Historia da demanda pelas terras e estratégia de acesso
Dada a localização remota dos locais habitados pelos Kalunga, estes escaparam durante séculos do “processo de apropriação territorial desigual e excludente, montado historicamente, em detrimento de grupos minoritários como é o caso das comunidades quilombolas do Brasil” (ALMEIDA, 2015). Durante cerca de três séculos os Kalunga viveram isolados, não havendo histórias de conflito ou de lutas pela propriedade das terras. As terras eram ocupadas e partilhadas considerando as necessidades de cada comunidade. O uso da terra e a economia eram de subsistência e em completa harmonia com a natureza.
De acordo com as pesquisas realizadas por Mari de Nasaré Baiocchi, as terras dos Kalunga começaram a ser griladas em 1942, quando se iniciou a expansão para o norte do estado de Goiás.
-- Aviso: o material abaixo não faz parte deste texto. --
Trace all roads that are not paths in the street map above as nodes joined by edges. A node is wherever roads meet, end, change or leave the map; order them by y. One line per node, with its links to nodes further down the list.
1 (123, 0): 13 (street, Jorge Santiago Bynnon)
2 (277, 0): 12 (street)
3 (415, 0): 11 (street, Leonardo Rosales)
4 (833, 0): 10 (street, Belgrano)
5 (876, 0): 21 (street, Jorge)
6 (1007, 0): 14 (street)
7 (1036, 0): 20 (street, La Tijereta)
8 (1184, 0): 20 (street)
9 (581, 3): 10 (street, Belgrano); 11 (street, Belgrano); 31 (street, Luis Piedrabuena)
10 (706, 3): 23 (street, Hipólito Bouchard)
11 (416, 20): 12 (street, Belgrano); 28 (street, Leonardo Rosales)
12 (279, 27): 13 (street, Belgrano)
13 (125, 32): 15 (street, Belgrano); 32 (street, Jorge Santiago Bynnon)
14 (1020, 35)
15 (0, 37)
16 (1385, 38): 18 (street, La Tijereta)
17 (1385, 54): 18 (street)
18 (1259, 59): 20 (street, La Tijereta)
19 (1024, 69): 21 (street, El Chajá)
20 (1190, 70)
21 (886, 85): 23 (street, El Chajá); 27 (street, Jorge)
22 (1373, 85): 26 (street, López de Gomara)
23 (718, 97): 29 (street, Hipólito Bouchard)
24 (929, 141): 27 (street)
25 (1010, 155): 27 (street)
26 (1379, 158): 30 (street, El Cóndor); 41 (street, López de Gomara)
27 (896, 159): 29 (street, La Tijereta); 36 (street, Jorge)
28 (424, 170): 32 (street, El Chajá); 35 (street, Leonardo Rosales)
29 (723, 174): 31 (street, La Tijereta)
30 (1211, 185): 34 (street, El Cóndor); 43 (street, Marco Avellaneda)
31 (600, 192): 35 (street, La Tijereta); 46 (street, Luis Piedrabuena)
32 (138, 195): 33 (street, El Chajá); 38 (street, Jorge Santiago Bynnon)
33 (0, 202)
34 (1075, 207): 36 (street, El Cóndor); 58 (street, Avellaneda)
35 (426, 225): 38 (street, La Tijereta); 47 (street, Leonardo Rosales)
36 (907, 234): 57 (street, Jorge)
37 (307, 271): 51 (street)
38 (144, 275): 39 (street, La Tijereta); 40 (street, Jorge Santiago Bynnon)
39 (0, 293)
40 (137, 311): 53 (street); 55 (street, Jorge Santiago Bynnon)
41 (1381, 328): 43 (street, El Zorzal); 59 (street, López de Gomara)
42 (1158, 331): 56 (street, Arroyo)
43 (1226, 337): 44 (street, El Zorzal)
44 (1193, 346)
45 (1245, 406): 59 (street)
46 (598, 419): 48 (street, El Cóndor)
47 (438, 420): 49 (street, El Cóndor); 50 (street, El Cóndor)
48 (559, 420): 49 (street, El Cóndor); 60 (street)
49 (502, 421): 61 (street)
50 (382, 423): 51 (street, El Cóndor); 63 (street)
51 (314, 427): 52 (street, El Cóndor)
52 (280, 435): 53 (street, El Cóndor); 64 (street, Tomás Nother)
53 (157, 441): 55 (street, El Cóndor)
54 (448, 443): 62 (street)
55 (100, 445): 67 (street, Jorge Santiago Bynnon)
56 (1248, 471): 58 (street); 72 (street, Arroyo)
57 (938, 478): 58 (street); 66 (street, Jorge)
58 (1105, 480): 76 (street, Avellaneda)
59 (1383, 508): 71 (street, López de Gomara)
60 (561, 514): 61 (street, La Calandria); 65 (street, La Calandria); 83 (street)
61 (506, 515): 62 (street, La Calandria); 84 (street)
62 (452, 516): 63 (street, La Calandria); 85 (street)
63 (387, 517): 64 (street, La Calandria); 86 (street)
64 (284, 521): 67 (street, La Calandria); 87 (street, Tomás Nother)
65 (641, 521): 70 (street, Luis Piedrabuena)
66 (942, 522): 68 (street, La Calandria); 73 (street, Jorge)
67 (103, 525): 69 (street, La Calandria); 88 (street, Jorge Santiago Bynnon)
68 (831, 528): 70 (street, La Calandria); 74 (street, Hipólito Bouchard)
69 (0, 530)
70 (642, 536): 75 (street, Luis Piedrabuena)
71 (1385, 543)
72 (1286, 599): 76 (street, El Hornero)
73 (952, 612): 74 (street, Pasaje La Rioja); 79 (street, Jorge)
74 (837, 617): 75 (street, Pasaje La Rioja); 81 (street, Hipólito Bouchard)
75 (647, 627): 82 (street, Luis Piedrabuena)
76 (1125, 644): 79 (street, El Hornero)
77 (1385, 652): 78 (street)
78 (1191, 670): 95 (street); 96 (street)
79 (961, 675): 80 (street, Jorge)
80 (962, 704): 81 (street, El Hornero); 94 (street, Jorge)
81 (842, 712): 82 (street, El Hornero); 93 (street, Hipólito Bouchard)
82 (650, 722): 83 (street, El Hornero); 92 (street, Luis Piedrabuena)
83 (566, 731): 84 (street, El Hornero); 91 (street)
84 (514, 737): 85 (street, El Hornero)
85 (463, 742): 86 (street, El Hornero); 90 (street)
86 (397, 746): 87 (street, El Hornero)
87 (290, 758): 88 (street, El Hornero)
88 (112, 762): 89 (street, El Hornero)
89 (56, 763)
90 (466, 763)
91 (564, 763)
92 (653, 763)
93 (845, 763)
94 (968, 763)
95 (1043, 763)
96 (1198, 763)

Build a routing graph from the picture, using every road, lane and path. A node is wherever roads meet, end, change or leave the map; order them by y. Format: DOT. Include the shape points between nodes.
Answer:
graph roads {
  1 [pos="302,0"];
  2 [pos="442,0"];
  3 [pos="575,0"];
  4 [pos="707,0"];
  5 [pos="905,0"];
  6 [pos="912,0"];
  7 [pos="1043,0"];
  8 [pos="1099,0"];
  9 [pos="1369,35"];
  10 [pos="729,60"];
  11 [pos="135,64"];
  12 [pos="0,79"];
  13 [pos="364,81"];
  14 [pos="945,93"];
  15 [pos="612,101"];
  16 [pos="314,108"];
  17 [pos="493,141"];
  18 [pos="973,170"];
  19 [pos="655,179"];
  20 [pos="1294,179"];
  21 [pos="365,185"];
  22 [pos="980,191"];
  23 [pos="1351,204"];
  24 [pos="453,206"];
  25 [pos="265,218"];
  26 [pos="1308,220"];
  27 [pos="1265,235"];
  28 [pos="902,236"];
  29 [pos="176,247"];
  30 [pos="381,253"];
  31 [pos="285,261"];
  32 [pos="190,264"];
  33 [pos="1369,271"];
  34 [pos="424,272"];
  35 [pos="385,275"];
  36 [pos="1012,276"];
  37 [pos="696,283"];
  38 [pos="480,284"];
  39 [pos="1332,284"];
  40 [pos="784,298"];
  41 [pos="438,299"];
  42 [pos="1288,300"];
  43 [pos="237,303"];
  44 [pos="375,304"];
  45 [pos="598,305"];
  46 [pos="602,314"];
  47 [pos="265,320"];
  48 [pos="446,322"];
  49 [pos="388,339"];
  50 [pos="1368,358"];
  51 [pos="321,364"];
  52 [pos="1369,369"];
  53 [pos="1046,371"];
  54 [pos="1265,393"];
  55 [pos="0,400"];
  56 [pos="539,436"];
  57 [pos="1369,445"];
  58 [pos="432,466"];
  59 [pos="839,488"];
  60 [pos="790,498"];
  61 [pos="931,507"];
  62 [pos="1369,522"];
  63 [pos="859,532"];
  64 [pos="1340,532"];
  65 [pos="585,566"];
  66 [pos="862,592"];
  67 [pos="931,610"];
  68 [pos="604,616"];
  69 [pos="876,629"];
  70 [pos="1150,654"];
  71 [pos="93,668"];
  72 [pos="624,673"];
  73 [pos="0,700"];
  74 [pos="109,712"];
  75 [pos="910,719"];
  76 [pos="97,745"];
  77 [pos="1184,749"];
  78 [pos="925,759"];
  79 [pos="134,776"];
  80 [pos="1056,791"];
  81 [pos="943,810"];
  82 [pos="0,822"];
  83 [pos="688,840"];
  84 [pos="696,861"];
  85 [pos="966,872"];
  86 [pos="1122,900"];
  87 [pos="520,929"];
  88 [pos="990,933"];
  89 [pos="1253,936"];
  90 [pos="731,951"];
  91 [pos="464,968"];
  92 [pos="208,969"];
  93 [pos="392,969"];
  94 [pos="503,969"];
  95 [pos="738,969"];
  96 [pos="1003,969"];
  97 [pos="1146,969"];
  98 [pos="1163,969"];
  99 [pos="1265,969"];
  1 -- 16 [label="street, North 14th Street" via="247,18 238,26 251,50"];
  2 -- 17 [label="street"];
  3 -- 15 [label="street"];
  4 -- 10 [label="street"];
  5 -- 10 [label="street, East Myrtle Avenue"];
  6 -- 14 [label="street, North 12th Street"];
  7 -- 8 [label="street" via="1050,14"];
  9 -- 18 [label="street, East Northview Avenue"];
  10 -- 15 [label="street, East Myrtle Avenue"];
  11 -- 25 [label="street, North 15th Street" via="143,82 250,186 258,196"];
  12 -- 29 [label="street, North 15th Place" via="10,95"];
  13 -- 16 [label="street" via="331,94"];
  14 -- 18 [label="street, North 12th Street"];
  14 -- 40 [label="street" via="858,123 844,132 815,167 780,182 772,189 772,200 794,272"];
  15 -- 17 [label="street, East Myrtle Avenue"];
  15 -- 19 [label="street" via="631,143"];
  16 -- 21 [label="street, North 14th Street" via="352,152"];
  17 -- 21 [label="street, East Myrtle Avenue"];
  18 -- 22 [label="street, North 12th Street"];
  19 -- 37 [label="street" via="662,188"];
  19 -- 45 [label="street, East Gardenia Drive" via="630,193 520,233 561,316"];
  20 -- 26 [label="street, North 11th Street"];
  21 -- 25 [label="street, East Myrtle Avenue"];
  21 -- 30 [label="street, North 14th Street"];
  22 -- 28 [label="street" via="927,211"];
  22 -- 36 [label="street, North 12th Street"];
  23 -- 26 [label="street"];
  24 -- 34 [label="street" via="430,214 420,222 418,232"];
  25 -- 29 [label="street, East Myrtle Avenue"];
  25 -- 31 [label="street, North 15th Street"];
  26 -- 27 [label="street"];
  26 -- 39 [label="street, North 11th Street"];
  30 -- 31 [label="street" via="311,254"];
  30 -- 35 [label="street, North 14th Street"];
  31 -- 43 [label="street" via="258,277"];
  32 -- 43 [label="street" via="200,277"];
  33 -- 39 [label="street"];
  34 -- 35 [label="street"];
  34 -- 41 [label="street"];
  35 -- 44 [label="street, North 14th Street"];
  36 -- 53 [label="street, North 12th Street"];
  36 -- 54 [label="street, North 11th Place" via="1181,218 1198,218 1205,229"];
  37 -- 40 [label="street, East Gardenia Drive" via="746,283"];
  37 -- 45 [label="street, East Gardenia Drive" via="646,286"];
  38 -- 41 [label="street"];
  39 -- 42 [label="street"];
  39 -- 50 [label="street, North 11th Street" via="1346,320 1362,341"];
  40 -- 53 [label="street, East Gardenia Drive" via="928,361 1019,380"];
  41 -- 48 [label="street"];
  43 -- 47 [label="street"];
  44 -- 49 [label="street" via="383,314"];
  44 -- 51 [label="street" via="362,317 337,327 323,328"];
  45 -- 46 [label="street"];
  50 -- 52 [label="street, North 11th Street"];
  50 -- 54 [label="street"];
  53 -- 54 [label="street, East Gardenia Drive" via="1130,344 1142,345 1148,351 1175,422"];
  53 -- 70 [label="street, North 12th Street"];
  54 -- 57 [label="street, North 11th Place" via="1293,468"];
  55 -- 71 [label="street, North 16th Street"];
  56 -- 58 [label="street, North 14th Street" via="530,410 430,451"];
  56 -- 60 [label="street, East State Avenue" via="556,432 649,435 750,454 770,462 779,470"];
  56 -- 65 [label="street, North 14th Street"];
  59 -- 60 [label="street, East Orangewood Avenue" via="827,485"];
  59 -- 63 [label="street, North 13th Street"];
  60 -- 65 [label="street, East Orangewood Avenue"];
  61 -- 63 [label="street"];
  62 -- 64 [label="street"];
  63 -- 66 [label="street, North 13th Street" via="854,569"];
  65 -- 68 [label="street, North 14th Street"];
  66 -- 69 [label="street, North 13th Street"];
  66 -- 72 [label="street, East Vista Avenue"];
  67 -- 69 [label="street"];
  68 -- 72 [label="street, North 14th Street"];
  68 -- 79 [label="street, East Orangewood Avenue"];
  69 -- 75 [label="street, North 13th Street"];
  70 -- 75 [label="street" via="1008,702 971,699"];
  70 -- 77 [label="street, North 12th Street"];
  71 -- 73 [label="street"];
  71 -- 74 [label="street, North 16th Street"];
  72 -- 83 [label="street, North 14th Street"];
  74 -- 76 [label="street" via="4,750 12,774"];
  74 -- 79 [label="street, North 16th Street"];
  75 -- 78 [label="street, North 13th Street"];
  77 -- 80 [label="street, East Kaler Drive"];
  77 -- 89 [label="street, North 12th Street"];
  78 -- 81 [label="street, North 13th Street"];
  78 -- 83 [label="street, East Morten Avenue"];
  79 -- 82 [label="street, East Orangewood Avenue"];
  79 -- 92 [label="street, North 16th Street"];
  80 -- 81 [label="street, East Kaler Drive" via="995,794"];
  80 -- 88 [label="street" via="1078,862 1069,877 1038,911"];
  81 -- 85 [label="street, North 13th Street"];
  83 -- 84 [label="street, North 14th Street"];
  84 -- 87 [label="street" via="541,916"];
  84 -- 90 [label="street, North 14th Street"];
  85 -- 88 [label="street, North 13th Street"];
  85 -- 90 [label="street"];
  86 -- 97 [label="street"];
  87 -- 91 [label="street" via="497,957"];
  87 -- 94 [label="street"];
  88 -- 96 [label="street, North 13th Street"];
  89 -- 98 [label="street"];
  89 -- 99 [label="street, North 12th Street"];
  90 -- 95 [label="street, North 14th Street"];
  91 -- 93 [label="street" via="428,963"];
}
A grilagem teria se aprofundado na década de 60, após a mudança da capital para Brasília, que fica a cerca de 250km do território tradicional Kalunga. Nas décadas posteriores, até 1990, mais de duas dezenas de mineradoras, empresas agrícola- pastoris e hidrelétricas também se apossaram de partes do território Kalunga.
A demanda dos Kalunga pelo reconhecimento do seu direito à propriedade das terras e consequente proteção do seu património cultural baseava-se na ancestralidade da propriedade e na afirmação da importância de preservar e proteger as comunidades tradicionais do Brasil. Até então, a preocupação normativa para com a proteção de espaços territoriais quilombolas era inexistente.
Mas esta luta só vai tomar um maior peso com a chegada da pesquisadora Mari de Nasaré Baiocchi, na década de 80. Ela foi a primeira pessoa a percorrer toda a comunidade, mapeá-la e realizar um estudo aprofundado sobre os Kalungas. A conquista do reconhecimento do território, como espaço de direito se deu com o inicio do projeto Kalunga Povo da Terra, pela pesquisadora Mari de Nasaré Baiocchi entre 1983 e 1998, que se uniu à comunidade e começou um forte processo de pressão. Logo, conseguiram estabelecer uma parceria entre os Kalunga, os membros do projeto, autoridades municipais, estaduais e federais.
O processo pode ser resumido em quatro grandes ritos: em 1975 se dá início à demanda; em 1991, o governo estadual reconhece o Sítio Histórico e Patrimônio Cultural Kalunga; em 2000, a comunidade é reconhecida pela Fundação Palmares e em 2014, a primeira parcela de terras é entregue definitivamente à comunidade.
Os Kalunga foram pioneiros em todo o país na luta pelo reconhecimento legal do território quilombola. Para fortalecer o processo de luta dentro do sitio histórico foi criada a associação Quilombo Kalunga, constituída na forma de sociedade civil, sem fins lucrativos e sem finalidade econômica. Foi criada em 10 de outubro de 1999 com o fim de representar os direitos do povo Kalunga no sitio histórico e patrimônio cultural defendendo-o de quaisquer ameaças que visem deteriorar a sua condição. Atualmente, a AQK é responsável pela gestão do território e empreende iniciativas visando o benefício do povo da região.
Em 30 de Junho de 2014 a Associação Quilombo Kalunga recebeu do INCRA (Instituto Nacional de Colonização e Reforma Agrária) o contrato de concessão de Direito Real de Uso (CCDRU), referente a 31 mil hectares do território tradicional onde vivem cerca de 600 famílias quilombolas Kalunga.